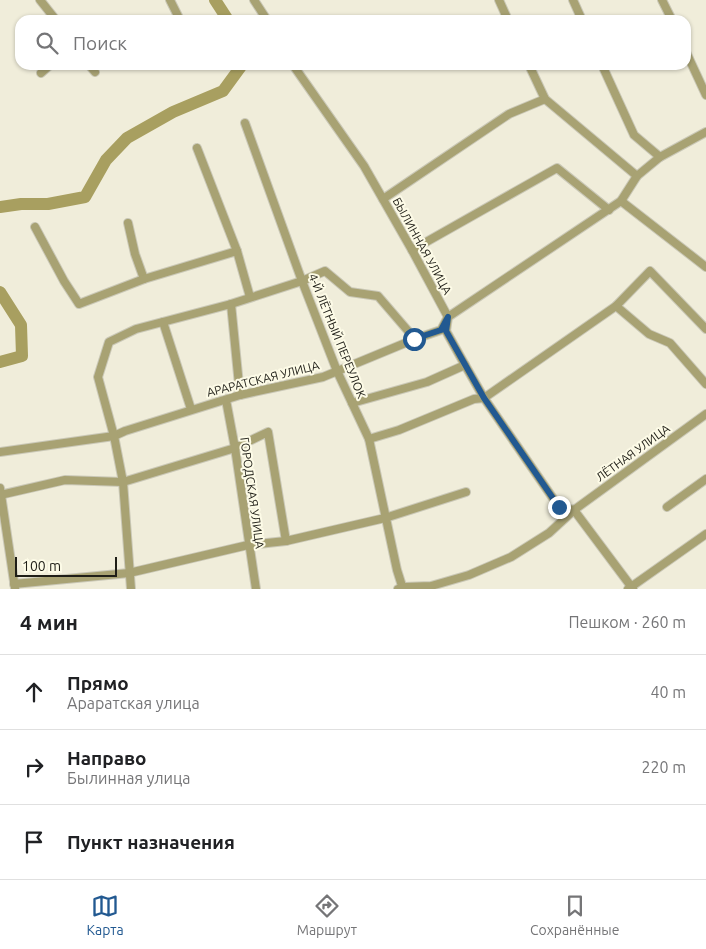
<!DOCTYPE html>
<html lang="ru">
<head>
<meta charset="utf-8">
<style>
  body { margin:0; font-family:Ubuntu,sans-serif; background:#f2f2f2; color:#202124 }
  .scale { position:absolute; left:15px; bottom:12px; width:102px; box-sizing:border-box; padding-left:5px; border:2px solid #1f1e17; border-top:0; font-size:14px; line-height:18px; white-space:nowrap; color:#1f1e17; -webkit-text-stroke:4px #fdfbe7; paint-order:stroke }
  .stop { position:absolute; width:15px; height:15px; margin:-11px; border:4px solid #225991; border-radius:50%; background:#fff }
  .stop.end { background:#225991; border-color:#fff; box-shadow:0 1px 5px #0008 }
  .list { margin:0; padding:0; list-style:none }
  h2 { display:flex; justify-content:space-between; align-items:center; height:65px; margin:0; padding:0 20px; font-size:21px }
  h2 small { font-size:16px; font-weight:400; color:#757577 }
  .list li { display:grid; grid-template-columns:32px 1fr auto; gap:15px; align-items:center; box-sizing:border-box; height:75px; padding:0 20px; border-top:1px solid #e0e0e0 }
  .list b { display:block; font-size:19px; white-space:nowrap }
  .list p { margin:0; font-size:16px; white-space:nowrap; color:#757577 }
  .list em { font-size:16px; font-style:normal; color:#757577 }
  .icon { flex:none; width:28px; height:28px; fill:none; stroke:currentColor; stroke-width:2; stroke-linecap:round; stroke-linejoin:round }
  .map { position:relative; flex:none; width:706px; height:589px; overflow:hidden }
  .search { position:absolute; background:#fff; box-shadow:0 1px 4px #0004; left:15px; right:15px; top:15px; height:55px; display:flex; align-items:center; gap:12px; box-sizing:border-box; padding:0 18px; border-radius:15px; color:#757577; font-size:19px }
  .sheet { height:290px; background:#fff }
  nav { display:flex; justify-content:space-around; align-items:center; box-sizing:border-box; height:70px; border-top:1px solid #e0e0e0; background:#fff; font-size:14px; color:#757577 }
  nav a { display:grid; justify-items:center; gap:2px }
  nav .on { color:#225991 }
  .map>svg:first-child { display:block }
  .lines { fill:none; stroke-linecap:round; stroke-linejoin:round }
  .river { stroke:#a89f60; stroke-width:12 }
  .street-casing { stroke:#cac8b7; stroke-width:10 }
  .street { stroke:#a8a273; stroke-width:8 }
  .route { stroke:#225991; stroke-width:6 }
  .labels { text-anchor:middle; stroke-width:4; stroke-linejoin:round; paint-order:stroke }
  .street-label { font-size:12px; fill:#1f1e17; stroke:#fdfbe7 }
</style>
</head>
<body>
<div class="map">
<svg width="706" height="589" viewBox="0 0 706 589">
  <rect width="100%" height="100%" fill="#f0edda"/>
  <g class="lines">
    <!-- river -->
    <g class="river">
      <polyline points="215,0 228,20"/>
      <polyline points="0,207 21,204 48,204 85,197 106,160 127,138 173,112 223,91 242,65"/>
      <polyline points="0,292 21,325 22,356 0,362"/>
    </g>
    <!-- street casing -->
    <g class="street-casing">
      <g id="street">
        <polyline points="40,0 56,20"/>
        <polyline points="170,0 180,20"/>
        <polyline points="254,0 267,20"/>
        <polyline points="499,0 508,20"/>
        <polyline points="573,0 582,20"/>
        <polyline points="662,0 672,20"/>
        <polyline points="686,52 706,95"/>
        <polyline points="89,65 95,72"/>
        <polyline points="293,65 364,166 412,250 448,317 446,331 465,365 484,398 559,507 574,510 633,589"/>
        <polyline points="529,65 545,99 637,176"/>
        <polyline points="602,65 634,135 660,157"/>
        <polyline points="41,73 50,65"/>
        <polyline points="245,123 302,281 337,371 369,439 397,570 403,589"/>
        <polyline points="197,148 237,251 250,297"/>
        <polyline points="383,199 509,114 545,99"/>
        <polyline points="621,201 706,267"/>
        <polyline points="128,223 135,254 144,279"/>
        <polyline points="35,227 64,281 79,304 144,279 237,251"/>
        <polyline points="412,250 557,168 609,210"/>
        <polyline points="231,304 240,395"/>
        <polyline points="616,306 649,334 670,343 706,384"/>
        <polyline points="163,322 191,409"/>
        <polyline points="226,400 235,448 256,589"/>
        <polyline points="352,403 427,382 465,365"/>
        <polyline points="369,439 399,430 474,399 484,398 616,306 650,271 706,329"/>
        <polyline points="0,452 114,436 125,431 240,395 323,377 415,339 441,330 448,317 621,201 637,176 660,157 706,132"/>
        <polyline points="0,488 15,588"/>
        <polyline points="0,495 65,480 123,482 235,448 268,432 286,541"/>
        <polyline points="667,507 706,479"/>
        <polyline points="14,584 129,573 248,545 286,541 385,518 466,492"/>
        <polyline points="131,589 123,482 114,436 98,377 109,342 136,329 231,304 302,281 325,271 350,292 378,296 415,339"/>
        <polyline points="398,589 404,587 431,586 469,575 511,557 549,533 574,510 706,414"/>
        <polyline points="628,589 706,534"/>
      </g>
    </g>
    <!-- street -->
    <use href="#street" class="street"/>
  </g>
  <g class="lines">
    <!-- route -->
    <polyline class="route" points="414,339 441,330 448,317 446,331 484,398 559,507"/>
  </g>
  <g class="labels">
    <!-- street labels -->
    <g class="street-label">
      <text transform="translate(422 246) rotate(61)" y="4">БЫЛИННАЯ УЛИЦА</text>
      <text transform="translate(337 336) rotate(68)" y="4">4-Й ЛЁТНЫЙ ПЕРЕУЛОК</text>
      <text transform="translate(263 379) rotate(-14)" y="4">АРАРАТСКАЯ УЛИЦА</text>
      <text transform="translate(633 453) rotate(-36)" y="4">ЛЁТНАЯ УЛИЦА</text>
      <text transform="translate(252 493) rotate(82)" y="4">ГОРОДСКАЯ УЛИЦА</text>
    </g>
  </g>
</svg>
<div class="scale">100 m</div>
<div class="stop" style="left:414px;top:339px"></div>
<div class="stop end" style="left:559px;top:507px"></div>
<div class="search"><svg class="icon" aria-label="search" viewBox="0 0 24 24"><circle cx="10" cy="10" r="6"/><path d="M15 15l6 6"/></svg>Поиск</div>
</div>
<section class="sheet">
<h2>4 мин<small>Пешком · 260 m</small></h2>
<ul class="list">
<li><svg class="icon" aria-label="ahead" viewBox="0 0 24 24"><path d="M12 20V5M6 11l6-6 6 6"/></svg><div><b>Прямо</b><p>Араратская улица</p></div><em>40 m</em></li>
<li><svg class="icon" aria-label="right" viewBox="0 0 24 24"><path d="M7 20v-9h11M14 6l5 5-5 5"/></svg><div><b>Направо</b><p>Былинная улица</p></div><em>220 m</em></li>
<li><svg class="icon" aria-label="arrive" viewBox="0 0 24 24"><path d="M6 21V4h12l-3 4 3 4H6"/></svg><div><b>Пункт назначения</b></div></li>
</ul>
</section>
<nav>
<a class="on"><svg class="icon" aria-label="map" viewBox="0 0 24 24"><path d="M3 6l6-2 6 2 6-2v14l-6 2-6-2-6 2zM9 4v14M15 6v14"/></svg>Карта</a>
<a><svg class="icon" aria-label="directions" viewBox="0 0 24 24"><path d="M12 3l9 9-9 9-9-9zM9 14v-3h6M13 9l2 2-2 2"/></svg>Маршрут</a>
<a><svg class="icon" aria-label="saved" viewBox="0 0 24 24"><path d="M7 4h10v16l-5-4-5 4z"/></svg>Сохранённые</a>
</nav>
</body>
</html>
══════════════════════════════
● **WORK ORDER**:
Repeat the listing above up to and including the line with "margin:0; padding:0; list-style:none", starting from its first line. Drop any pictures.

● **ANSWER TO THE EXERCISE**:
<!DOCTYPE html>
<html lang="ru">
<head>
<meta charset="utf-8">
<style>
  body { margin:0; font-family:Ubuntu,sans-serif; background:#f2f2f2; color:#202124 }
  .scale { position:absolute; left:15px; bottom:12px; width:102px; box-sizing:border-box; padding-left:5px; border:2px solid #1f1e17; border-top:0; font-size:14px; line-height:18px; white-space:nowrap; color:#1f1e17; -webkit-text-stroke:4px #fdfbe7; paint-order:stroke }
  .stop { position:absolute; width:15px; height:15px; margin:-11px; border:4px solid #225991; border-radius:50%; background:#fff }
  .stop.end { background:#225991; border-color:#fff; box-shadow:0 1px 5px #0008 }
  .list { margin:0; padding:0; list-style:none }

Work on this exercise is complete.